The top defendant charged in the Eastern District of New York indictment was a reputed Gambino captain from Staten Island, Joseph Lanni, also known as “Joe Brooklyn” and “Mommino”.
The indictment also charges purported Gambino crime family “soldiers” and associates Diego Tantillo, Angelo Gradilon, James LaForte, Robert Brooke, Salvatore DiLorenzo, Kyle Johnson and Vincent Minsquero - also known as “Vinny Slick”; and Sicilian mafia affiliates Vito Rappa and Francesco Vicari, also known as “Uncle Ciccio”.
All defendants except for LaForte pleaded not guilty on Wednesday at arraignment in Brooklyn before U.S. Magistrate Judge Ramon E. Reyes Jr..
DiLorenzo was released on $500,000 bond, while Brooke, Rappa, Vicari, and Minsquero were granted release on $1 million bond each but their releases were stayed so the government can appeal.

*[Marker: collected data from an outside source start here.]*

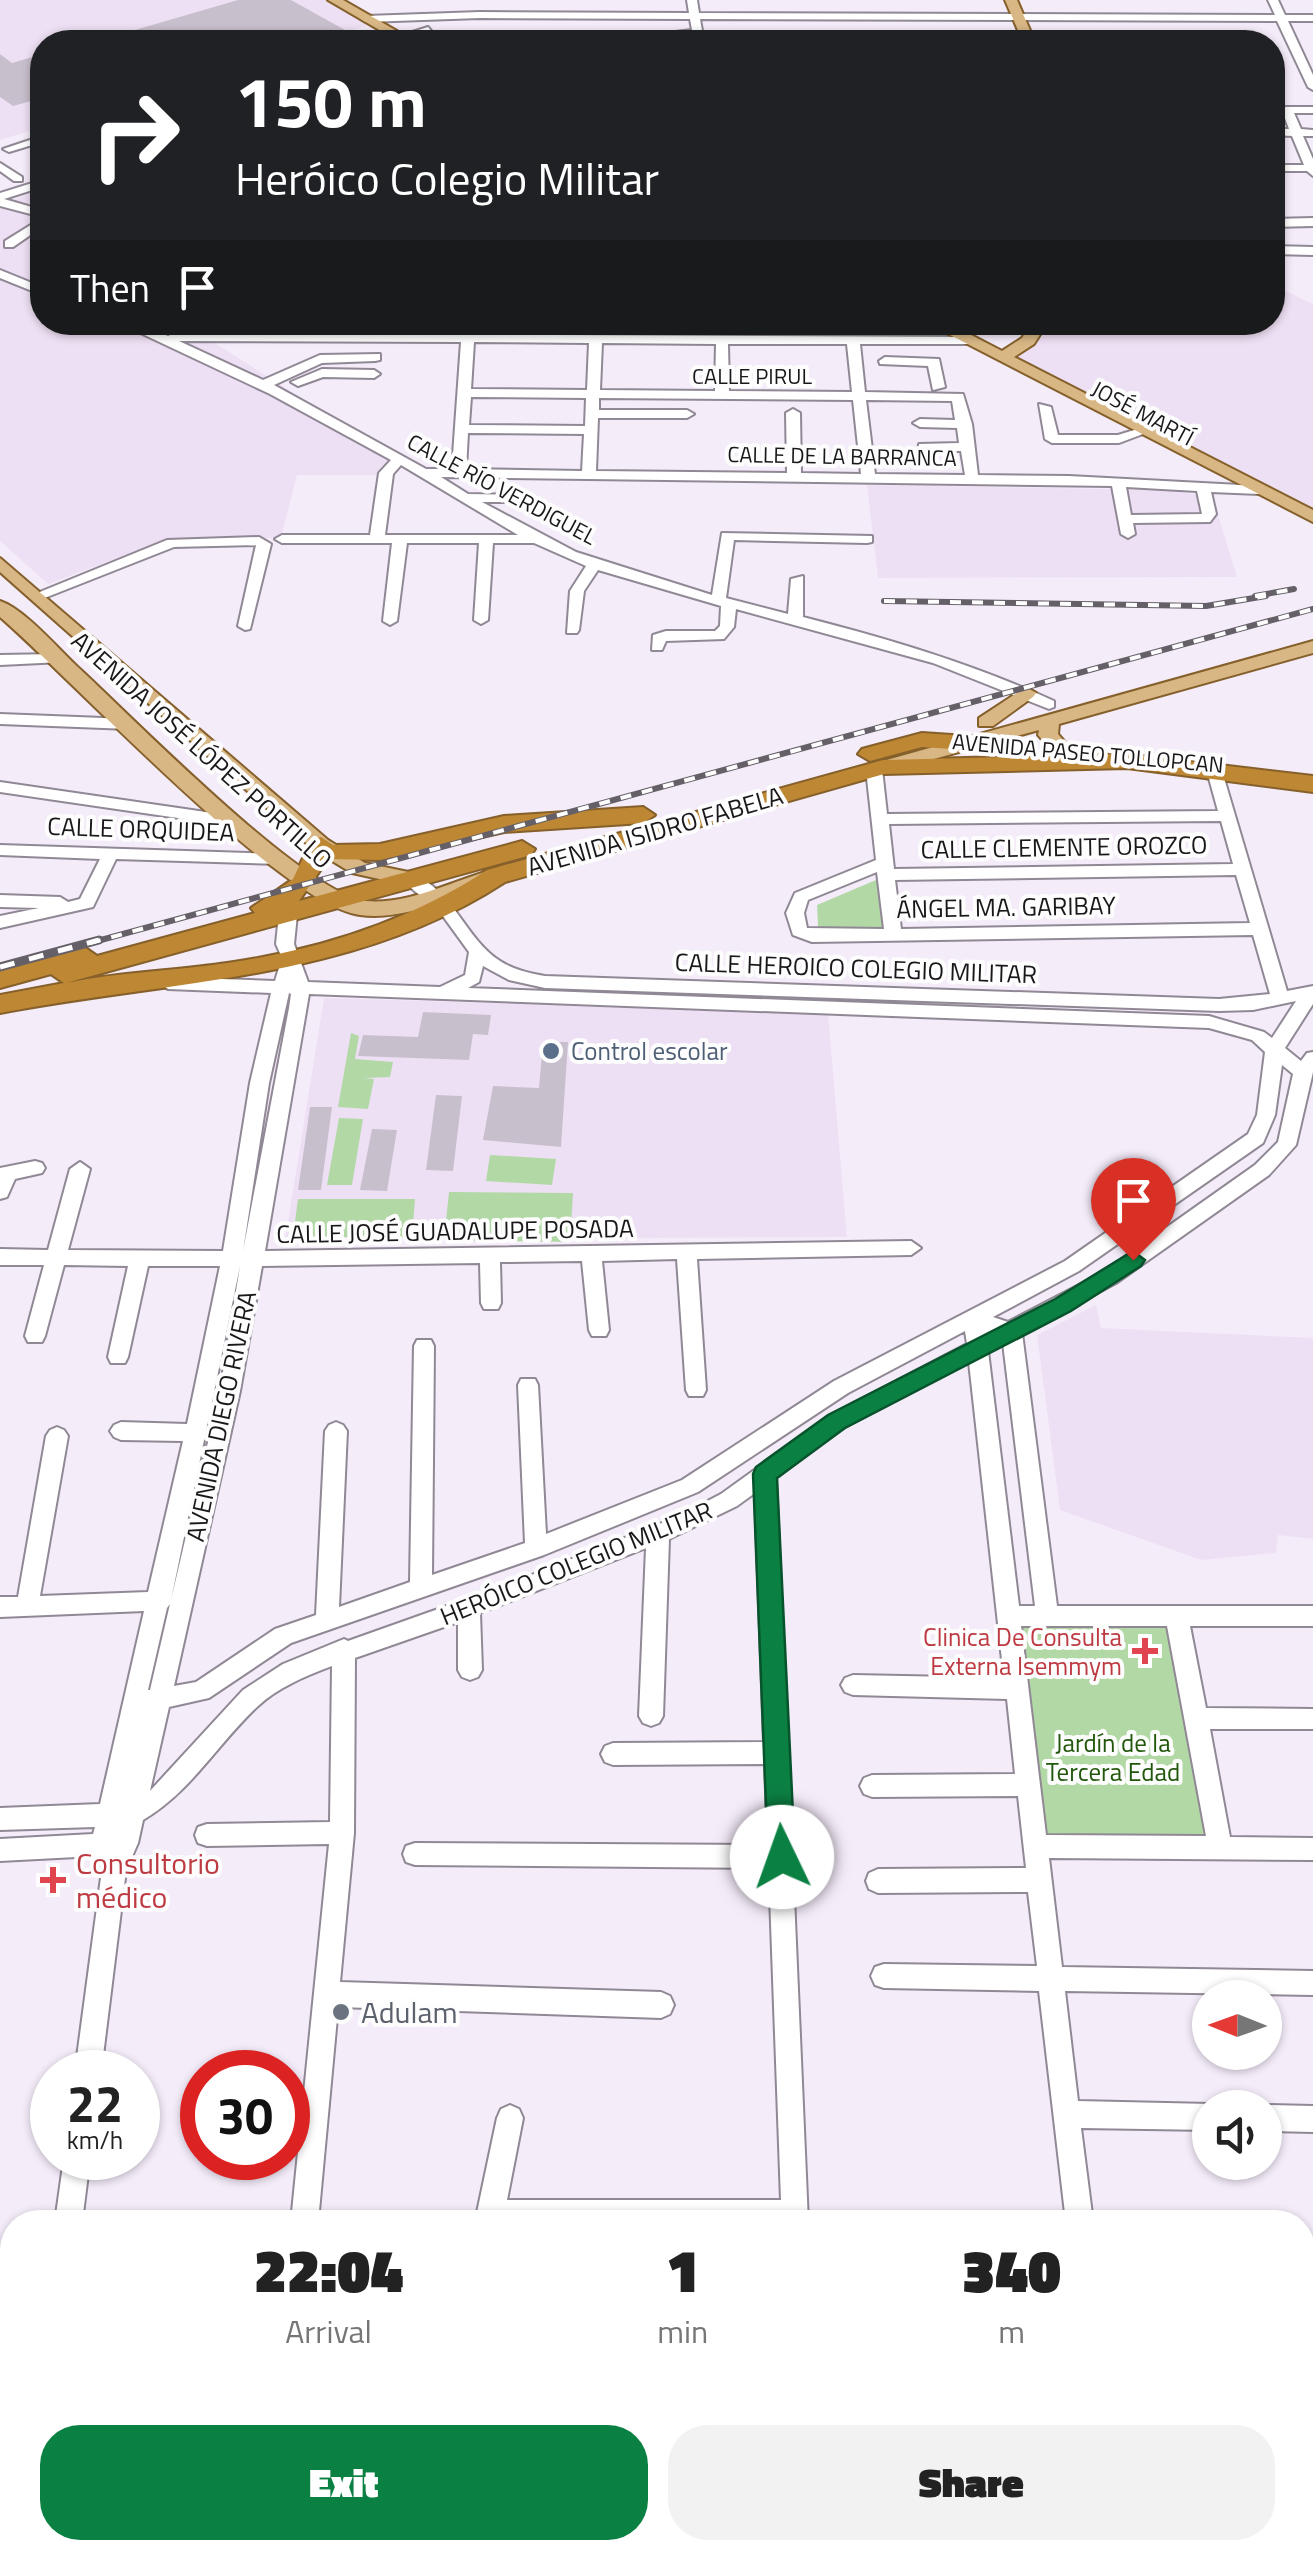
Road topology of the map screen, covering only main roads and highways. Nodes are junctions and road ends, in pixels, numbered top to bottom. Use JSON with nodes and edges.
{"nodes":[{"id":1,"x":334,"y":0,"type":"edge"},
{"id":2,"x":347,"y":0,"type":"edge"},
{"id":3,"x":372,"y":18,"type":"junction"},
{"id":4,"x":394,"y":30,"type":"edge"},
{"id":5,"x":956,"y":335,"type":"edge"},
{"id":6,"x":1033,"y":335,"type":"edge"},
{"id":7,"x":960,"y":337,"type":"junction"},
{"id":8,"x":1002,"y":358,"type":"junction"},
{"id":9,"x":1140,"y":433,"type":"junction"},
{"id":10,"x":1252,"y":490,"type":"junction"},
{"id":11,"x":1313,"y":517,"type":"edge"},
{"id":12,"x":1313,"y":525,"type":"edge"},
{"id":13,"x":0,"y":563,"type":"edge"},
{"id":14,"x":0,"y":607,"type":"edge"},
{"id":15,"x":1313,"y":631,"type":"edge"},
{"id":16,"x":92,"y":644,"type":"junction"},
{"id":17,"x":1313,"y":646,"type":"edge"},
{"id":18,"x":1258,"y":654,"type":"junction"},
{"id":19,"x":57,"y":659,"type":"junction"},
{"id":20,"x":1026,"y":693,"type":"road end"},
{"id":21,"x":1049,"y":713,"type":"junction"},
{"id":22,"x":986,"y":722,"type":"junction"},
{"id":23,"x":966,"y":736,"type":"junction"},
{"id":24,"x":922,"y":740,"type":"joint"},
{"id":25,"x":1060,"y":748,"type":"junction"},
{"id":26,"x":1019,"y":762,"type":"junction"},
{"id":27,"x":878,"y":768,"type":"junction"},
{"id":28,"x":1313,"y":775,"type":"edge"},
{"id":29,"x":1313,"y":784,"type":"edge"},
{"id":30,"x":643,"y":815,"type":"junction"},
{"id":31,"x":328,"y":849,"type":"junction"},
{"id":32,"x":411,"y":880,"type":"junction"},
{"id":33,"x":291,"y":884,"type":"junction"},
{"id":34,"x":441,"y":900,"type":"junction"},
{"id":35,"x":336,"y":901,"type":"junction"},
{"id":36,"x":0,"y":982,"type":"edge"},
{"id":37,"x":0,"y":1006,"type":"edge"}],
"edges":[{"from":1,"to":3,"type":"main road"},
{"from":2,"to":3,"type":"main road"},
{"from":3,"to":4,"type":"main road"},
{"from":5,"to":7,"type":"main road","name":"JOSÉ MARTÍ"},
{"from":6,"to":8,"type":"main road"},
{"from":7,"to":8,"type":"main road","name":"JOSÉ MARTÍ"},
{"from":7,"to":9,"type":"main road","name":"JOSÉ MARTÍ"},
{"from":8,"to":9,"type":"main road","name":"JOSÉ MARTÍ"},
{"from":9,"to":10,"type":"main road","name":"JOSÉ MARTÍ"},
{"from":10,"to":11,"type":"main road","name":"JOSÉ MARTÍ"},
{"from":10,"to":12,"type":"main road","name":"JOSÉ MARTÍ"},
{"from":13,"to":16,"type":"main road","name":"AVENIDA JOSÉ LÓPEZ PORTILLO"},
{"from":14,"to":19,"type":"main road","name":"AVENIDA JOSÉ LÓPEZ PORTILLO"},
{"from":15,"to":18,"type":"main road","name":"AVENIDA ISIDRO FABELA"},
{"from":16,"to":19,"type":"main road"},
{"from":16,"to":31,"type":"main road","name":"AVENIDA JOSÉ LÓPEZ PORTILLO"},
{"from":17,"to":18,"type":"main road","name":"AVENIDA ISIDRO FABELA"},
{"from":18,"to":21,"type":"main road","name":"AVENIDA ISIDRO FABELA"},
{"from":19,"to":33,"type":"main road","name":"AVENIDA JOSÉ LÓPEZ PORTILLO"},
{"from":20,"to":22,"type":"main road"},
{"from":21,"to":22,"type":"main road","name":"AVENIDA ISIDRO FABELA"},
{"from":21,"to":23,"type":"main road","name":"AVENIDA ISIDRO FABELA"},
{"from":21,"to":25,"type":"main road"},
{"from":22,"to":23,"type":"main road","name":"AVENIDA ISIDRO FABELA"},
{"from":23,"to":24,"type":"highway","name":"AVENIDA PASEO TOLLOPCAN"},
{"from":23,"to":25,"type":"highway","name":"AVENIDA PASEO TOLLOPCAN"},
{"from":23,"to":26,"type":"main road"},
{"from":23,"to":27,"type":"main road","name":"AVENIDA ISIDRO FABELA"},
{"from":24,"to":30,"type":"highway","name":"AVENIDA ISIDRO FABELA"},
{"from":25,"to":28,"type":"highway","name":"AVENIDA PASEO TOLLOPCAN"},
{"from":26,"to":27,"type":"highway","name":"AVENIDA PASEO TOLLOPCAN"},
{"from":26,"to":29,"type":"highway","name":"AVENIDA PASEO TOLLOPCAN"},
{"from":27,"to":34,"type":"highway","name":"AVENIDA ISIDRO FABELA"},
{"from":30,"to":31,"type":"highway"},
{"from":30,"to":32,"type":"highway","name":"AVENIDA ISIDRO FABELA"},
{"from":31,"to":32,"type":"main road","name":"AVENIDA JOSÉ LÓPEZ PORTILLO"},
{"from":31,"to":33,"type":"highway"},
{"from":32,"to":35,"type":"highway","name":"AVENIDA ISIDRO FABELA"},
{"from":33,"to":35,"type":"highway","name":"AVENIDA ISIDRO FABELA"},
{"from":33,"to":35,"type":"main road","name":"AVENIDA JOSÉ LÓPEZ PORTILLO"},
{"from":33,"to":36,"type":"highway","name":"AVENIDA ISIDRO FABELA"},
{"from":34,"to":35,"type":"main road","name":"AVENIDA JOSÉ LÓPEZ PORTILLO"},
{"from":34,"to":37,"type":"highway","name":"AVENIDA ISIDRO FABELA"}]}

Lanni, Johnson, Tantillo, and Gradilone were detained.LaForte was not arraigned Wednesday because he is currently in jail in Pennsylvania and will be arraigned on a later date.
According to the indictment Tantillo, Rappa, Vicari, and Johnson demanded money from an unnamed person who ran a carting business in the New York City area by threatening him with a metal baseball bat, setting fire to the steps of his home, attempting to slash tires on one of his trucks, and assaulting an employee with a hammer.
Rappa, 46, is alleged to have said on a call recorded by the FBI’s wiretap that the Sicilian mob associate Vicari threatened to cut the unnamed carting business owner in half with a blade if he didn’t make kickback payments up to the Gambino family, commonly referred to as “tribute”.
“Get this axe and you make him – two,” he reportedly directed during the extortion assault.
The indictment further charges that Tantillo set up a “no-show” job for Gradilone - also known as “Fifi” - at a construction company with which Tantillo was associated.
Similarly, prosecutors claim DiLorenzo defrauded labor unions and their affiliated employee benefit plans by providing Rappa with a no-show job at the construction he owned. “Through the no-show jobs, Gradilone and Rappa received health care benefits, paid for by unions, to which they were not entitled, in addition to receiving paychecks for work they did not perform,” prosecutors wrote in a detention memo.
Prosecutors also assert Tantillo, DiLorenzo and others conspired to rig bids for lucrative demolition jobs, by agreeing to share information regarding their bids for the contract to handle demolition at 665 Fifth Avenue in Midtown Manhattan, the site of Rolex’s new 25-story headquarters, and to adjust accordingly so that DiLorenzo’s company would win the contract.
LaForte and Minsquero are charged with one count of witness retaliation for reportedly hitting a man believed to have snitched on the crew with a glass bottle during a dinner at the Sei Less restaurant in Midtown Manhattan in Feb. 20221.
The investigation included judicially-authorized wiretaps on multiple telephones used by Tantillo and Rappa, texts and photographs from cellular telephones and iCloud accounts belonging to the defendants and their co-conspirators, and law enforcement surveillance.
The defendants charged Wednesday separately face maximum sentences between 20 and 180 years’ imprisonment.
In the 1980s, the powerful Gambino syndicate was headed by the notorious boss John Gotti.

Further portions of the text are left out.